- **Input records**:

--*--

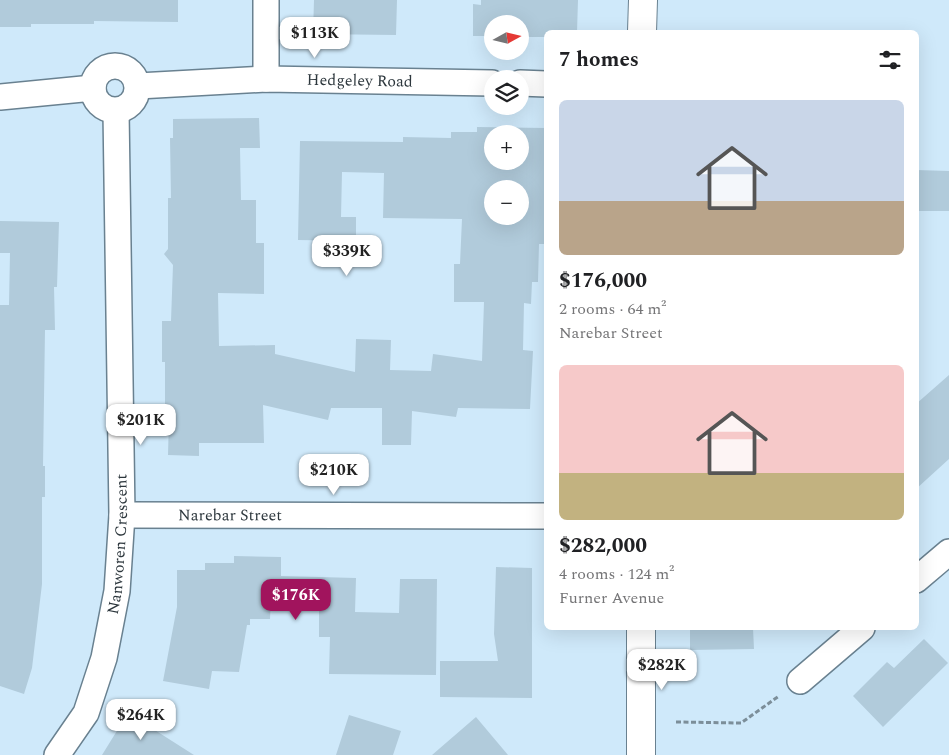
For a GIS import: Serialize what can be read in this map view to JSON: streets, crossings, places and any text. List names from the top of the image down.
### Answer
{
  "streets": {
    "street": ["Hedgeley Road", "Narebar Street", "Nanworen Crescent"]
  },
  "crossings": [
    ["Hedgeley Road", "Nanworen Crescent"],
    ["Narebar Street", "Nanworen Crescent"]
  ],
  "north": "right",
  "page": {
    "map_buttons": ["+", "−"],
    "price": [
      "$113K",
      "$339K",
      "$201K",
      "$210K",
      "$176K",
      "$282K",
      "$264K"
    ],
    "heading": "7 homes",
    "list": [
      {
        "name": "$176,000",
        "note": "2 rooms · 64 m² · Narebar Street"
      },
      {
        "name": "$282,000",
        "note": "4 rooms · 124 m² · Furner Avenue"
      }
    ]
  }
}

--*--

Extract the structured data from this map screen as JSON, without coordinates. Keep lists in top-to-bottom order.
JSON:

--*--

- **What is being asked**: Find the string "JSON" in the lines above and count those lines. Give only that count.

- **Answer to the problem**: 3